Speaker
Alessia Tricomi
(Dipartimento di Fisica)
Description
The LHCf detector is the smallest of the six experiments which are taking data at the CERN LHC accelerator. The whole detector has been installed at the beginning of 2008 on both sides of LHC collision point 1 (IP1). LHCf has been designed to measure with high accuracy energy and transverse momentum spectra of neutral particles in the very forward region (η > 8.4) of LHC collisions by means of a double arm calorimeter. Thanks to the excellent energy and position resolution of the two sampling calorimeters, LHCf is able to measure the pion production cross section through the measurement of the photons produced in the neutral pion decays. It is also able to identify neutrons and measure their energy spectrum.

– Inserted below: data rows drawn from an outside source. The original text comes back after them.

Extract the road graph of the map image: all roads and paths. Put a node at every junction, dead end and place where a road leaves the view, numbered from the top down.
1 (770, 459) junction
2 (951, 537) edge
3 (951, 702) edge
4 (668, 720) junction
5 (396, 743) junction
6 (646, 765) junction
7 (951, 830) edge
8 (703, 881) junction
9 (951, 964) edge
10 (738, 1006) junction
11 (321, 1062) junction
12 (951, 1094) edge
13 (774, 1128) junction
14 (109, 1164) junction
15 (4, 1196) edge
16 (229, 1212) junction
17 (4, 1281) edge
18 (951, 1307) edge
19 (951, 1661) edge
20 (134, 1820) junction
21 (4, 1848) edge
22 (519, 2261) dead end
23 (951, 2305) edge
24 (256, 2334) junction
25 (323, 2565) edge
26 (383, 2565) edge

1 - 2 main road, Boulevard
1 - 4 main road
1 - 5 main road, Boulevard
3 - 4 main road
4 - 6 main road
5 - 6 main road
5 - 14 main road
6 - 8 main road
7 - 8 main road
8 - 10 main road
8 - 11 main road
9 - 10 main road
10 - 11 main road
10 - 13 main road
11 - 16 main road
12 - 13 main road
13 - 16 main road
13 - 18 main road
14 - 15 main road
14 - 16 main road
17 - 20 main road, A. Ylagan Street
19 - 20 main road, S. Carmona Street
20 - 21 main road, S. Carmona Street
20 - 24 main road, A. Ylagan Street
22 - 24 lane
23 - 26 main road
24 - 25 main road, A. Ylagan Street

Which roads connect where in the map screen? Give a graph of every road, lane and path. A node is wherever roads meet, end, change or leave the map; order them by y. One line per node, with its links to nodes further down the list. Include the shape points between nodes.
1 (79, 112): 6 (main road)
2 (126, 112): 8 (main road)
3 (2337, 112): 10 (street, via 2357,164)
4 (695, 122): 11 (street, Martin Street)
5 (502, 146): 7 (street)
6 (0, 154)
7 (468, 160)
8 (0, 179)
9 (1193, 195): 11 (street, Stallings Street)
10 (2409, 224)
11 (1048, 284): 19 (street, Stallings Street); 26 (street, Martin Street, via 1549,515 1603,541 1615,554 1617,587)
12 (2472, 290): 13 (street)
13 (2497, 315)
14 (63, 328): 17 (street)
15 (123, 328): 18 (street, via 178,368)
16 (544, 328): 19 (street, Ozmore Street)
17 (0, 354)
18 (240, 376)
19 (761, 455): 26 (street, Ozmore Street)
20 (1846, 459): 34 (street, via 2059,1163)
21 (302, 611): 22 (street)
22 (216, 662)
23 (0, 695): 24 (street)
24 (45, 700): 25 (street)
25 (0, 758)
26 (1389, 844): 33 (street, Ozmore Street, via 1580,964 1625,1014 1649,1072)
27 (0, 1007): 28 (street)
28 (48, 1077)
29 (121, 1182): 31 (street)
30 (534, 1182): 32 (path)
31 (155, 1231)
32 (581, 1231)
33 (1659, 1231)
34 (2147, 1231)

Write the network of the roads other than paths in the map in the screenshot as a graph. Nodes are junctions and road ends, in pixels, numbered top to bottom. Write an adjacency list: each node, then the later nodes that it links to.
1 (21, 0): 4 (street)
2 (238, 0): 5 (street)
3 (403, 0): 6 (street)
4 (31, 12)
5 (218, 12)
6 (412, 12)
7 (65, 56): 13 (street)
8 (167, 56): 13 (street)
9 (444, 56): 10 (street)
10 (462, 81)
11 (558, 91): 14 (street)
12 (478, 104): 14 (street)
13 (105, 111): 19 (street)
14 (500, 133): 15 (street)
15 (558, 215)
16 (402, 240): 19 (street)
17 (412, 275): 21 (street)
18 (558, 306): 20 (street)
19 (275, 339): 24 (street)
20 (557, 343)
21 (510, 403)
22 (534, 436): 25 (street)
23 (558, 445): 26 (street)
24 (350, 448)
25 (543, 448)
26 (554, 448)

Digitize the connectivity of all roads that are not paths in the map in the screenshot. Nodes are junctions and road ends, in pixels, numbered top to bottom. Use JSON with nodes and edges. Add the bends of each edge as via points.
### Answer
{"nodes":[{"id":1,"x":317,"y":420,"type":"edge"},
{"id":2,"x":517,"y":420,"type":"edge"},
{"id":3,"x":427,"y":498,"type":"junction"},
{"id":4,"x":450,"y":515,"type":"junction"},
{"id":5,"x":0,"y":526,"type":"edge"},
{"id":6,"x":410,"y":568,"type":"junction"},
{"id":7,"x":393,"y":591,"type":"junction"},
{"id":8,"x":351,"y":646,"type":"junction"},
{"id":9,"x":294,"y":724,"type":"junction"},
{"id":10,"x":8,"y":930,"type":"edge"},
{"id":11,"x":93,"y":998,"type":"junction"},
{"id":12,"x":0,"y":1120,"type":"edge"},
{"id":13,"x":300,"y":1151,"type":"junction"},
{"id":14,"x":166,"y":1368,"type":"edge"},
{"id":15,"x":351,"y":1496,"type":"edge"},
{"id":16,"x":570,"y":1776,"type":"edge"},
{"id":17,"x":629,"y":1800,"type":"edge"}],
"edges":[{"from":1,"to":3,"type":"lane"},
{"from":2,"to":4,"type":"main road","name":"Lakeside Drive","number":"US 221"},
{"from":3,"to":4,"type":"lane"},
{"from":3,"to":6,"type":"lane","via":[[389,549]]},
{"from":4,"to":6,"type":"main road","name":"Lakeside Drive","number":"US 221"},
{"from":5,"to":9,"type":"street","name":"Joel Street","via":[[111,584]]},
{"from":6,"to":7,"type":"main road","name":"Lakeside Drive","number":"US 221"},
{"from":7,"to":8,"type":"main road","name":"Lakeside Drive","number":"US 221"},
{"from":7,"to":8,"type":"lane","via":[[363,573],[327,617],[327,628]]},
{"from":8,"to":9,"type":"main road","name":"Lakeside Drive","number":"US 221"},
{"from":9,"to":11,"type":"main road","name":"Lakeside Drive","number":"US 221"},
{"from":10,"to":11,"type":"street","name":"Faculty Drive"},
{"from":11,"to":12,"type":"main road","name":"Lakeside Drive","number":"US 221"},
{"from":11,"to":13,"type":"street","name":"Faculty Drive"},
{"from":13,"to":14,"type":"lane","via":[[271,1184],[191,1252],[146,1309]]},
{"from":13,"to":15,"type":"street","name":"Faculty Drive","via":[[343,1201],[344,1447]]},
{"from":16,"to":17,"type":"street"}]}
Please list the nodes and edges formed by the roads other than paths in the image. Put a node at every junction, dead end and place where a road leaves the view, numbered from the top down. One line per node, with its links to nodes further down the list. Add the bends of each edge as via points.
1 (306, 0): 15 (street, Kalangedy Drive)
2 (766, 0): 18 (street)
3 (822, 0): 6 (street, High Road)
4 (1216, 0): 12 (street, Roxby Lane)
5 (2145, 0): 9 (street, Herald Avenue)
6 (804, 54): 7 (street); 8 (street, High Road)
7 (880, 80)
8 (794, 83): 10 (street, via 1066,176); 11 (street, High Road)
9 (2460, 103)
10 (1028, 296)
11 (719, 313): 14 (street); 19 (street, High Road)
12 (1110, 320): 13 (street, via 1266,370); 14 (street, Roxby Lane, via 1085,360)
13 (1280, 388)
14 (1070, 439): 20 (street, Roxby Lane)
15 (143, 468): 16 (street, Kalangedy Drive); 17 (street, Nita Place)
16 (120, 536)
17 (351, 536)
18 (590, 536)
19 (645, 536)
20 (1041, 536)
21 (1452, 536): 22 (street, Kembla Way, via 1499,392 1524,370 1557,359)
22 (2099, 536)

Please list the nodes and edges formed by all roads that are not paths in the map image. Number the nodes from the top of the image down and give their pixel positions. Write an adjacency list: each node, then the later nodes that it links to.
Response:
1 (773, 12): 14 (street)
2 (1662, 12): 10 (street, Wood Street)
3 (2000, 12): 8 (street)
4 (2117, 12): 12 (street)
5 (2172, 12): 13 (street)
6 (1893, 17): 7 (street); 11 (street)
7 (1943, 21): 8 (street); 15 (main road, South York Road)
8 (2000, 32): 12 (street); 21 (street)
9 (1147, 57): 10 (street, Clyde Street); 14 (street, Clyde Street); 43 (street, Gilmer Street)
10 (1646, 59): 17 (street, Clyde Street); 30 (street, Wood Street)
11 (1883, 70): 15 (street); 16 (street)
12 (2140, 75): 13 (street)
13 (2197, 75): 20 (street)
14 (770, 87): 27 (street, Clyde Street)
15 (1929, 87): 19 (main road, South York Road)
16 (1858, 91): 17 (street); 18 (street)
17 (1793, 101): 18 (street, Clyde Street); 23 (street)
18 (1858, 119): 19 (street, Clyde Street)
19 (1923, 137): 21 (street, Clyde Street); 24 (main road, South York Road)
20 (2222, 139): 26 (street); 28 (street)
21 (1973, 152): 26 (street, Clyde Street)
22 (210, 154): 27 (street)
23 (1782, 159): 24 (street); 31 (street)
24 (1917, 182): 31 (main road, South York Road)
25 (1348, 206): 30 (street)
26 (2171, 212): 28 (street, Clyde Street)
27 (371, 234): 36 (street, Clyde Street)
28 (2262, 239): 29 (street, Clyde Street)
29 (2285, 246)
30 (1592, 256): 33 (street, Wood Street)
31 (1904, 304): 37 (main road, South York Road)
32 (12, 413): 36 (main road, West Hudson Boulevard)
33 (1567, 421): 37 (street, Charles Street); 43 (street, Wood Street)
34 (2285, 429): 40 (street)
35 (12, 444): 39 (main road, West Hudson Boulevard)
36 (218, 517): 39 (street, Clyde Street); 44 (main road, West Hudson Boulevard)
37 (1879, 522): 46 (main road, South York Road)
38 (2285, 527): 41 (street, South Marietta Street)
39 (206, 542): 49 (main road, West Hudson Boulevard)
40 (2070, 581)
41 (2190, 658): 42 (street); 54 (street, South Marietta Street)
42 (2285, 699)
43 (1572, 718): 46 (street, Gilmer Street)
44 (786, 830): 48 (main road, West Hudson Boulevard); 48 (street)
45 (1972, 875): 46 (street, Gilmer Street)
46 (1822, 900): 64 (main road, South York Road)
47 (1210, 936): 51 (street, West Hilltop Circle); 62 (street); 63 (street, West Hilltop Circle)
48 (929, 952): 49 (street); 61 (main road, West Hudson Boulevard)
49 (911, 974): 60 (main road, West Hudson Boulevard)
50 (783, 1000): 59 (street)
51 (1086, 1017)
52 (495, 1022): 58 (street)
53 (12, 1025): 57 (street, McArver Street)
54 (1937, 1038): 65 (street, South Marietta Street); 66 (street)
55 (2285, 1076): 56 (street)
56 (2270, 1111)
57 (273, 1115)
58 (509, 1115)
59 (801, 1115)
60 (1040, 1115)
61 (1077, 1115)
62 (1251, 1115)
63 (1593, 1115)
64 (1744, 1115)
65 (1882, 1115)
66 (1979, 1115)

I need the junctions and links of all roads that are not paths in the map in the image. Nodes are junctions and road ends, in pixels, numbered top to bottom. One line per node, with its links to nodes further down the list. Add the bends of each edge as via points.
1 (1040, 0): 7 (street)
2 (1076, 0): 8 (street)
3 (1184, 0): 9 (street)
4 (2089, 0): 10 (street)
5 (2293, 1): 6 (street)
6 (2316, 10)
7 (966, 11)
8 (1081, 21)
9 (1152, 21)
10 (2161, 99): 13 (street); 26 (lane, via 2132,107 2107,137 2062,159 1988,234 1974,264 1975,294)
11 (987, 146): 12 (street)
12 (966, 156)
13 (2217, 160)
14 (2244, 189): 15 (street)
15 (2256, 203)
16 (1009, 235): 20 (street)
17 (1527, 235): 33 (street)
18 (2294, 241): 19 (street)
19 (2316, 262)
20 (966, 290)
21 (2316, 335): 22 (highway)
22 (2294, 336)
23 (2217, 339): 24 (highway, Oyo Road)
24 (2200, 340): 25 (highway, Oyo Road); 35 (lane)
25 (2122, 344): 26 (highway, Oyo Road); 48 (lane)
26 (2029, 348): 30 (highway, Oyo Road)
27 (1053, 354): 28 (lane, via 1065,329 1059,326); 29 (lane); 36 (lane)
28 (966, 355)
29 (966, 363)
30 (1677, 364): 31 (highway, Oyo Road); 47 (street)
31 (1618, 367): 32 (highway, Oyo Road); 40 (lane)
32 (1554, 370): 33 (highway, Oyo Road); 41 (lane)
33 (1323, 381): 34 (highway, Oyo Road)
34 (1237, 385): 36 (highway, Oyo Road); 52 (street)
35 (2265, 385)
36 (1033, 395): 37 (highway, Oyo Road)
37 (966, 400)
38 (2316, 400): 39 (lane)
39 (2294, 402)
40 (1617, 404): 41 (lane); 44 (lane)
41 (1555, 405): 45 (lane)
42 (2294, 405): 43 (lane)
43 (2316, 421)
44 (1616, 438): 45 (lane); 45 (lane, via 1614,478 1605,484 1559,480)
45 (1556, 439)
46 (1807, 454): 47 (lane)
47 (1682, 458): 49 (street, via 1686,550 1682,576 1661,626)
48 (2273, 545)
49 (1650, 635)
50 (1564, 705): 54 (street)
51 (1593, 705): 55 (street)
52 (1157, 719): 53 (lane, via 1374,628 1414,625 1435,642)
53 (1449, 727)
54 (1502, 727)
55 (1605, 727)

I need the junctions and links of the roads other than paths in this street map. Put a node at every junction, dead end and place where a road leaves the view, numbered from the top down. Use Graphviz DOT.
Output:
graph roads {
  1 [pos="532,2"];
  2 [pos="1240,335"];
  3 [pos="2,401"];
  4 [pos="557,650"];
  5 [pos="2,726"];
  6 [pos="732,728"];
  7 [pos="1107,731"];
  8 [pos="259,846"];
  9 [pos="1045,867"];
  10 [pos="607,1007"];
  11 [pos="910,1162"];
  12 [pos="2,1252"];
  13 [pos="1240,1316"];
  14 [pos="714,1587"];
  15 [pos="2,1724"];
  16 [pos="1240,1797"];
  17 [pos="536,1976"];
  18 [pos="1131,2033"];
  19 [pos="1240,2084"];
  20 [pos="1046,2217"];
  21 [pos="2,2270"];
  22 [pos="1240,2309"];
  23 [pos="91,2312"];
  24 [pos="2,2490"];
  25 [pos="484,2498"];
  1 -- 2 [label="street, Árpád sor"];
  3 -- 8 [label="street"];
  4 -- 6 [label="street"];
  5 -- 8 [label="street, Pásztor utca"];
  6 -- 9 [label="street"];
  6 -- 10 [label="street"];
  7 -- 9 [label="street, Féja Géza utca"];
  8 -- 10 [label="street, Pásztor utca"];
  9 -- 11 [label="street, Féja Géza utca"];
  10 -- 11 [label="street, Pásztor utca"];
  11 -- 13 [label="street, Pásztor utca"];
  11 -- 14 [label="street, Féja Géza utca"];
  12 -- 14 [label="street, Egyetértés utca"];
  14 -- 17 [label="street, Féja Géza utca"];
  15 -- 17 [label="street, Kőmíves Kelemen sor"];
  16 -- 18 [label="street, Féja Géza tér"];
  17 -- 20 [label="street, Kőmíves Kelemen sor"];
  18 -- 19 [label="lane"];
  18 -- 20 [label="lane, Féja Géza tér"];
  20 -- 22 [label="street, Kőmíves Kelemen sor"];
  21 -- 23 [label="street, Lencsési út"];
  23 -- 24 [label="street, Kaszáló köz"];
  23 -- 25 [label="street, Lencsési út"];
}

LHCf data provide a fundamental tool to calibrate the most widely adopted shower models used to estimate the primary energy of Ultra High Energy Cosmic Rays. Many of the experimental procedures used to derive the properties of primary UHECRs depend strongly on the nuclear interaction model used in the Monte Carlo codes of the air showers and several open questions in cosmic ray physics may profit from the accurate
knowledge and calibration of Monte Carlo models provided by the LHCf experiment. LHCf experiment sucessfully took data during 2009 run at 900 GeV and it is now smoothly taking data at 7 TeV collisions. Preliminary results of the ongoing analysis will be presented.
Author
Dr
Alessia Tricomi
(University of Catania and INFN Catania, Italy)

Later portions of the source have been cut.